Вот и кончилось лето.
А хурма не созрела.
«Восемь миллионов вооруженных и четко организованных немцев. Страшная военная машина, которую мы и остальной цивилизованный мир столь глупо, столь беспечно, столь бесчувственно позволяли нацистским гангстерам создавать из года в год… Она не может оставаться в бездействии, иначе заржавеет и развалится. Она должна поглощать человеческие жизни и растаптывать домашние очаги. Я вижу эту машину – с ее щеголеватыми прусскими офицерами, которые звенят шпорами и щелкают каблуками, с ее ловкими специалистами, набравшими свежий опыт устрашения и связывания по рукам и ногам десятка стран и народов. Я вижу тупые, вымуштрованные, покорные, жестокие массы гуннской солдатни, тянущейся, подобно стае ползучей саранчи. Я вижу полет германских бомбардировщиков и истребителей, с их ранами, еще не зажившими от ударов британского бича: они наслаждаются жертвами, которые кажутся им более доступными и менее опасными.
Францию они разбили за месяц. Почти без потерь. Польшу – за две недели. И тоже без потерь. Монстр стал только сильнее. Чем способны ответить англичане? Собрать сухопутную армию миллиона в два. И то с трудом. И бросить на континент? Через Английский канал? На убой? Не хочется даже вспоминать, как полумиллионная английская армия бежала из Дюнкерка.
Американцы? Те могут и три миллиона собрать. Пусть даже четыре. Слабо обученных. Давно не воевавших. Мало знакомых с принципами современной войны. Но главное – толком не понимающих, за что и за кого они должны отдавать жизни в этой старухе-Европе. Она сошла с ума, но при чем здесь они? Да и как такую массу перебросить через океан? Где взять столько кораблей и лодок? За какие сроки? Безнадежно.

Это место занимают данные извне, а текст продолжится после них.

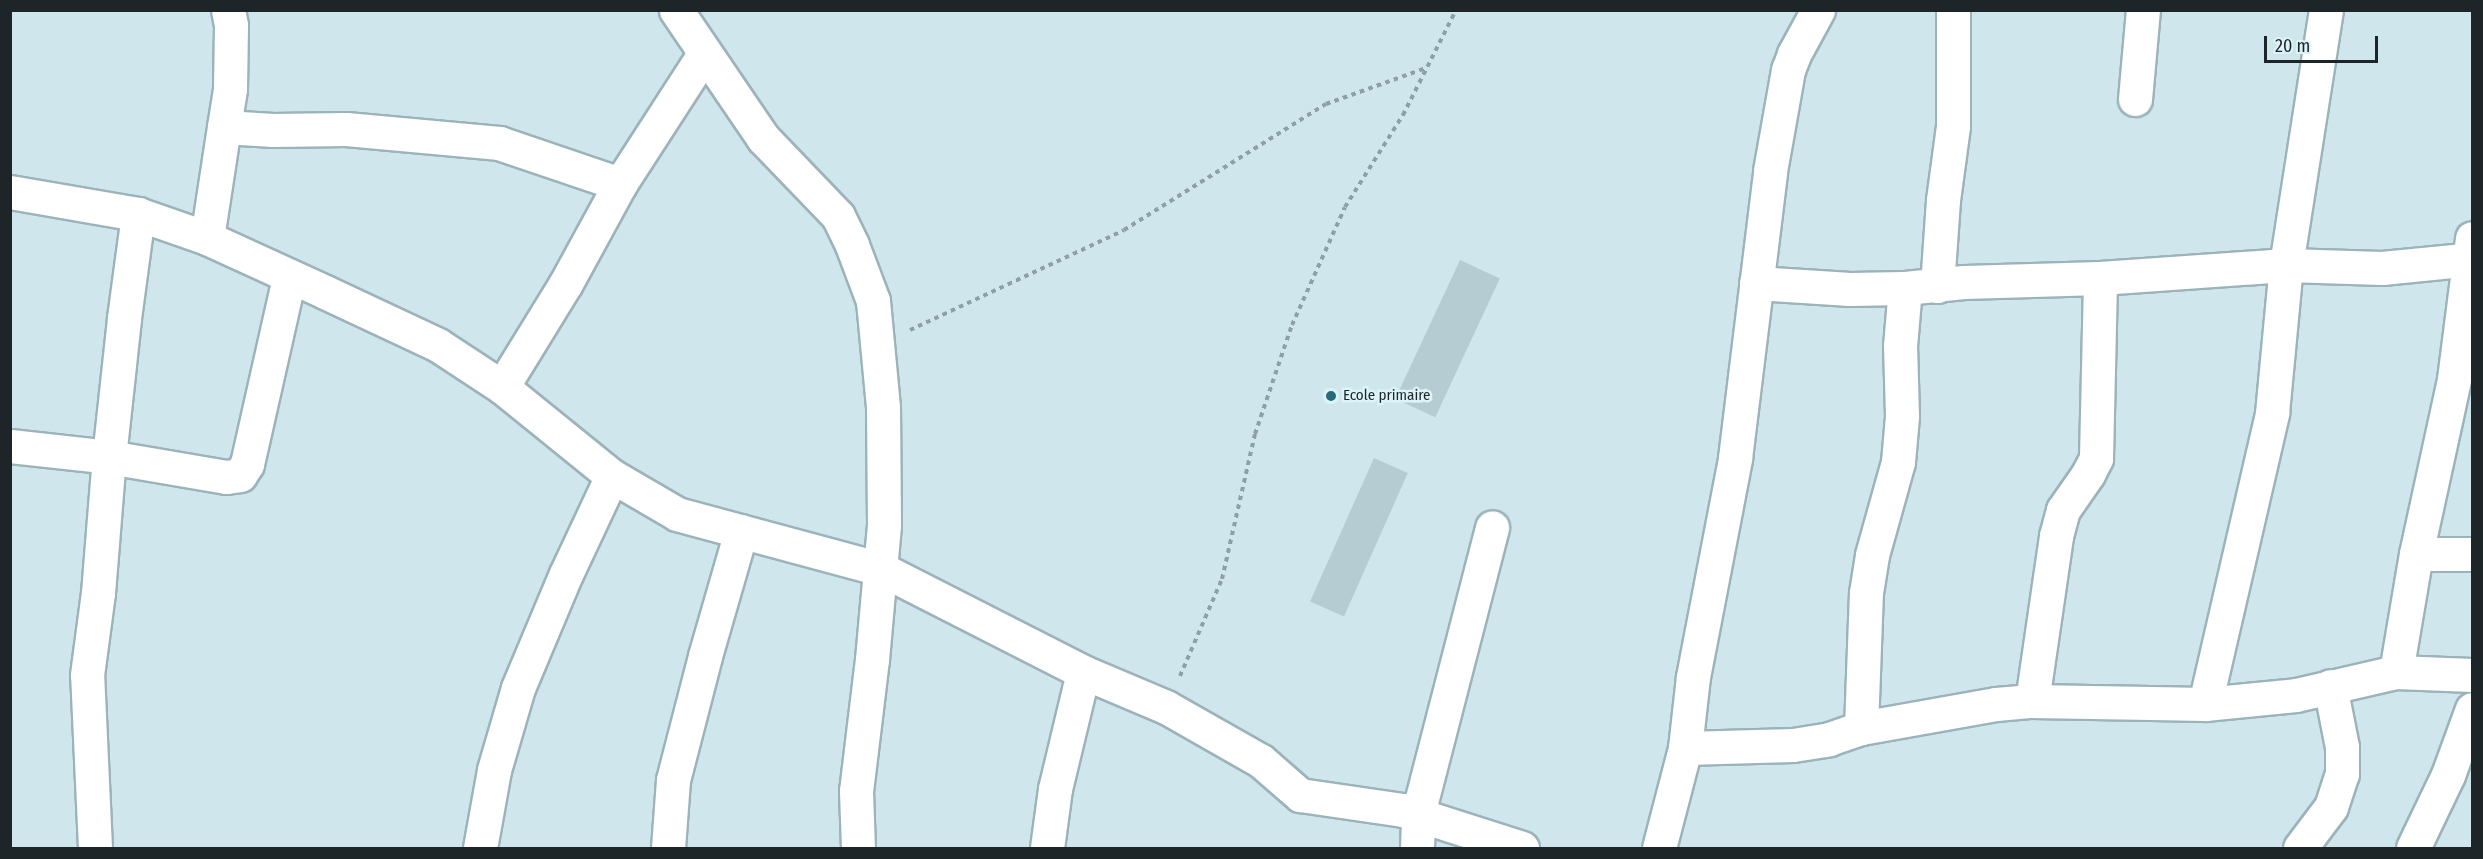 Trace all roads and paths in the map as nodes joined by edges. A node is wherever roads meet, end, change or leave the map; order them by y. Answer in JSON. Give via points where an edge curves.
{"nodes":[{"id":1,"x":228,"y":10,"type":"edge"},
{"id":2,"x":676,"y":10,"type":"edge"},
{"id":3,"x":1456,"y":10,"type":"edge"},
{"id":4,"x":1818,"y":10,"type":"edge"},
{"id":5,"x":1953,"y":10,"type":"edge"},
{"id":6,"x":2143,"y":10,"type":"edge"},
{"id":7,"x":2326,"y":10,"type":"edge"},
{"id":8,"x":704,"y":54,"type":"junction"},
{"id":9,"x":1426,"y":68,"type":"junction"},
{"id":10,"x":2135,"y":99,"type":"dead end"},
{"id":11,"x":224,"y":127,"type":"junction"},
{"id":12,"x":620,"y":184,"type":"junction"},
{"id":13,"x":10,"y":192,"type":"edge"},
{"id":14,"x":138,"y":214,"type":"junction"},
{"id":15,"x":207,"y":238,"type":"junction"},
{"id":16,"x":2471,"y":252,"type":"edge"},
{"id":17,"x":2286,"y":265,"type":"junction"},
{"id":18,"x":289,"y":278,"type":"junction"},
{"id":19,"x":2100,"y":278,"type":"junction"},
{"id":20,"x":1756,"y":283,"type":"junction"},
{"id":21,"x":1937,"y":286,"type":"junction"},
{"id":22,"x":1905,"y":288,"type":"junction"},
{"id":23,"x":877,"y":346,"type":"junction"},
{"id":24,"x":502,"y":387,"type":"junction"},
{"id":25,"x":10,"y":446,"type":"edge"},
{"id":26,"x":109,"y":457,"type":"junction"},
{"id":27,"x":612,"y":476,"type":"junction"},
{"id":28,"x":1491,"y":527,"type":"dead end"},
{"id":29,"x":741,"y":531,"type":"junction"},
{"id":30,"x":2416,"y":554,"type":"junction"},
{"id":31,"x":2472,"y":554,"type":"edge"},
{"id":32,"x":881,"y":569,"type":"junction"},
{"id":33,"x":1083,"y":672,"type":"junction"},
{"id":34,"x":2396,"y":672,"type":"junction"},
{"id":35,"x":2472,"y":675,"type":"edge"},
{"id":36,"x":2330,"y":686,"type":"junction"},
{"id":37,"x":2032,"y":701,"type":"junction"},
{"id":38,"x":2205,"y":704,"type":"junction"},
{"id":39,"x":1166,"y":706,"type":"junction"},
{"id":40,"x":2472,"y":709,"type":"edge"},
{"id":41,"x":1861,"y":728,"type":"junction"},
{"id":42,"x":1685,"y":748,"type":"junction"},
{"id":43,"x":1418,"y":814,"type":"junction"},
{"id":44,"x":94,"y":849,"type":"edge"},
{"id":45,"x":480,"y":849,"type":"edge"},
{"id":46,"x":668,"y":849,"type":"edge"},
{"id":47,"x":858,"y":849,"type":"edge"},
{"id":48,"x":1047,"y":849,"type":"edge"},
{"id":49,"x":1417,"y":849,"type":"edge"},
{"id":50,"x":1522,"y":849,"type":"edge"},
{"id":51,"x":1659,"y":849,"type":"edge"},
{"id":52,"x":2300,"y":849,"type":"edge"},
{"id":53,"x":2413,"y":849,"type":"edge"}],
"edges":[{"from":1,"to":11,"type":"street","via":[[230,89]]},
{"from":2,"to":8,"type":"street"},
{"from":3,"to":9,"type":"path"},
{"from":4,"to":20,"type":"street","via":[[1788,70]]},
{"from":5,"to":21,"type":"street","via":[[1953,126]]},
{"from":6,"to":10,"type":"street"},
{"from":7,"to":17,"type":"street"},
{"from":8,"to":12,"type":"street"},
{"from":8,"to":23,"type":"street","via":[[763,138],[838,216],[873,301]]},
{"from":9,"to":23,"type":"path","via":[[1326,104],[1124,230]]},
{"from":9,"to":39,"type":"path","via":[[1403,115],[1345,207],[1292,325],[1255,434],[1222,579]]},
{"from":11,"to":12,"type":"street","via":[[346,129],[499,143]]},
{"from":11,"to":15,"type":"street"},
{"from":12,"to":24,"type":"street","via":[[566,283]]},
{"from":13,"to":14,"type":"street"},
{"from":14,"to":15,"type":"street"},
{"from":14,"to":26,"type":"street"},
{"from":15,"to":18,"type":"street"},
{"from":16,"to":17,"type":"street","via":[[2382,268]]},
{"from":16,"to":30,"type":"street","via":[[2454,379]]},
{"from":17,"to":19,"type":"street"},
{"from":17,"to":38,"type":"street","via":[[2272,413]]},
{"from":18,"to":24,"type":"street","via":[[438,345]]},
{"from":18,"to":26,"type":"street","via":[[247,464],[240,475],[226,477]]},
{"from":19,"to":21,"type":"street"},
{"from":19,"to":37,"type":"street","via":[[2096,458],[2064,510],[2056,536]]},
{"from":20,"to":22,"type":"street","via":[[1850,290]]},
{"from":20,"to":42,"type":"street","via":[[1735,458],[1693,677]]},
{"from":21,"to":22,"type":"street"},
{"from":22,"to":41,"type":"street","via":[[1900,336],[1902,416],[1898,462],[1872,555],[1866,593]]},
{"from":23,"to":32,"type":"street","via":[[883,407]]},
{"from":24,"to":27,"type":"street"},
{"from":25,"to":26,"type":"street"},
{"from":26,"to":44,"type":"street","via":[[87,675]]},
{"from":27,"to":29,"type":"street","via":[[677,514]]},
{"from":27,"to":45,"type":"street","via":[[518,688],[494,770]]},
{"from":28,"to":43,"type":"street"},
{"from":29,"to":32,"type":"street"},
{"from":29,"to":46,"type":"street","via":[[674,780]]},
{"from":30,"to":31,"type":"street"},
{"from":30,"to":34,"type":"street"},
{"from":32,"to":33,"type":"street"},
{"from":32,"to":47,"type":"street","via":[[856,791]]},
{"from":33,"to":39,"type":"street"},
{"from":33,"to":48,"type":"street","via":[[1054,789]]},
{"from":34,"to":35,"type":"street"},
{"from":34,"to":36,"type":"street"},
{"from":36,"to":38,"type":"street","via":[[2296,695]]},
{"from":36,"to":52,"type":"street","via":[[2342,747],[2342,774],[2331,807]]},
{"from":37,"to":38,"type":"street"},
{"from":37,"to":41,"type":"street","via":[[1973,707]]},
{"from":39,"to":43,"type":"street","via":[[1261,761],[1300,795]]},
{"from":40,"to":53,"type":"street","via":[[2448,775]]},
{"from":41,"to":42,"type":"street","via":[[1793,745]]},
{"from":42,"to":51,"type":"street"},
{"from":43,"to":49,"type":"street"},
{"from":43,"to":50,"type":"street"}]}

Кто еще? Восток? Русские? Не скрою, отчаянная надежда на более или менее упорный восточный фронт у нас была. Союз Сталина с Гитлером тут ни при чем. С самого начала он казался все-таки фальшивым и непрочным. Но при первом же столкновении регулярная русская армия числом в пять миллионов была окружена и разгромлена за те же две недели. Теперь Сталин судорожно собирает для защиты своей столицы кого только можно, включая вузовских профессоров. Винтовку им в руки – и в ополчение. А чего вы ждали? Этот вурдалак перед войной уничтожил все свое офицерство. Видите ли, он боялся военного заговора. Идиот и трус. Если не сатанинское отродье. Говорят, дивизиями у него сегодня командуют безусые лейтенанты. Когда они еще научатся воевать? И сколько миллионов еще уложат? Сейчас он угробит остатки русской профессуры. И что дальше? Чего нам ждать здесь, на островах? Германцы в маршевом темпе приближаются к Волге и кавказской нефти. Если захватят, станут непобедимы. А этот кремлевский сиделец все прохлопал и орет в панике – открывайте в Европе второй фронт! Таскать за него каштаны из огня? Но мы не можем укладывать, как он, своих людей миллионами. Да если б и решились на это безумие, то все равно для подготовки нужен год, а то и два. Это если надрываться.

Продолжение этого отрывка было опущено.